Here’s something I had not been previously aware of.
Kim du Toit informs me that, unless you have a net worth of one million dollars or more, or you run a bank, or you personally know the individuals running the start-ups you intend to fund, you are forbidden by law to be a venture captialist on any scale.
Yep. That’s right. The oligarchy is here. One law for the fat cats, another law for you. If you’re not a “qualified investor” (i.e., a wealthy one), your ability to invest in start-ups is severely limited.
Supporters of the law, including many on the left that keep railing about the oligarchy that laissez-faire advocates are supposedly trying to establish, will insist that the law is necessary to prevent fat cats from ripping off poor, naive, misguided investors, and that funneling all investment from “ordinary people” through investment banks and other mechanisms that allow fat cats to take their cut is either an unrelated phenomenon resulting from not having enough economic regulation in place or perhaps an unfortunate side effect. But, yet again, laws that are sold as a means to protect ordinary consumers have the “unexpected side effect” of protecting incumbent vendors of all sorts (by making it harder to get a new start-up off the ground) and enriching other well-connected people (in this case, investment bankers). I’m sensing a pattern here.
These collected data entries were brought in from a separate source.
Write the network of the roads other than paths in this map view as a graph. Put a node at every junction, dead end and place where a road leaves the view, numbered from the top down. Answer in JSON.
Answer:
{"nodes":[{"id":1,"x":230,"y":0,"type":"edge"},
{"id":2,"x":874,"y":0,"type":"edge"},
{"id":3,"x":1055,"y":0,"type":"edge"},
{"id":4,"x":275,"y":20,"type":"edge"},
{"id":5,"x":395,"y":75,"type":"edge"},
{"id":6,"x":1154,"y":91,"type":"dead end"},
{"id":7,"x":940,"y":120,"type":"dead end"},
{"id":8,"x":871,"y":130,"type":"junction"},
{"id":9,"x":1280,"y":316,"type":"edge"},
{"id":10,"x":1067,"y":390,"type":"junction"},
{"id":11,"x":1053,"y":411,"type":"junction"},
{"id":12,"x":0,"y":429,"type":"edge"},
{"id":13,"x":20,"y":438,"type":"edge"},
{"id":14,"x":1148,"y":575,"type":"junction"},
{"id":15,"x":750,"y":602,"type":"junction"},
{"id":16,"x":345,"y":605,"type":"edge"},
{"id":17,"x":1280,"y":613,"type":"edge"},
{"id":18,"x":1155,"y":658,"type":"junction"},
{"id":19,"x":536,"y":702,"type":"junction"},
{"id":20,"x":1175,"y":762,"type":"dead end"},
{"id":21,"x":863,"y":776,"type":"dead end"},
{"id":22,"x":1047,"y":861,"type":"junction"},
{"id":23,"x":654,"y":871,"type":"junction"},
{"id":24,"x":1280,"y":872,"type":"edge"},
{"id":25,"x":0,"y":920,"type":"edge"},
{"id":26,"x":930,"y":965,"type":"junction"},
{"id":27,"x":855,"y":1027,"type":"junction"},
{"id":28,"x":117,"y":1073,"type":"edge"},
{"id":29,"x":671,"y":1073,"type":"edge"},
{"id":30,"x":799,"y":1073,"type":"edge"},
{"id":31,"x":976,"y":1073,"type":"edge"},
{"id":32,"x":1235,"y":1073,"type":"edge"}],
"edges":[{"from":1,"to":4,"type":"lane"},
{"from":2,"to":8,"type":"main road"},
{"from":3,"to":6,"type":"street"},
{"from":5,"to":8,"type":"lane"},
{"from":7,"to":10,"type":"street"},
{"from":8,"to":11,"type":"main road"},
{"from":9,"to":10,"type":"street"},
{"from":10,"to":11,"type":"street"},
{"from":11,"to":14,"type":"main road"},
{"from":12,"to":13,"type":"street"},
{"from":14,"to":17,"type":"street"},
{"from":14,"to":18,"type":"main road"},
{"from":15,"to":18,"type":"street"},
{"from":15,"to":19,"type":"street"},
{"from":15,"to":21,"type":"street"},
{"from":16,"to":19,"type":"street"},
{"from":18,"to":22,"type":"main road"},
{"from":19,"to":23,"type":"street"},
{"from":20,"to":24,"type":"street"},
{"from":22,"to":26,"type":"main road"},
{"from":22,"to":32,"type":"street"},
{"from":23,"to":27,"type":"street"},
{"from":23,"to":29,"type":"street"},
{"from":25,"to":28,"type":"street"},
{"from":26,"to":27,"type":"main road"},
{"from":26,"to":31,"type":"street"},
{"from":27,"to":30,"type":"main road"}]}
Not a conspiracy theory, mind you. Different groups of wealthy and powerful people just find the same tool (dress up a law keeping ordinary people in their place as a way to “protect” them) useful for their purposes, and keep using it over and over, and will keep using it until a majority of the electorate finally decides that protecting fools from their own folly isn’t worth narrowing their opportunities or restricting their options for achieving their own ends. Or until enough wealthy and powerful people figure out that their private jets are as horsedrawn carts next to the wonders that “new blood” can come out of left field with if we stop trying to control them, and that letting someone come out of nowhere and become richer than you is worth it if you get richer than you are now in the process.
Maybe our friends on the left will one day figure out where oligarchies and class stratification actually comes from and sign on to economic as well as “personal” liberty, and point out the (all-too-frequent) times when their opponents on the right are pushing neither, and win elections on that basis. I’d join that party in a heartbeat, assuming that it didn’t oppose fighting as appropriate and defeating dangerous enemies of the United States and liberal society in general with a powerful all-volunteer military.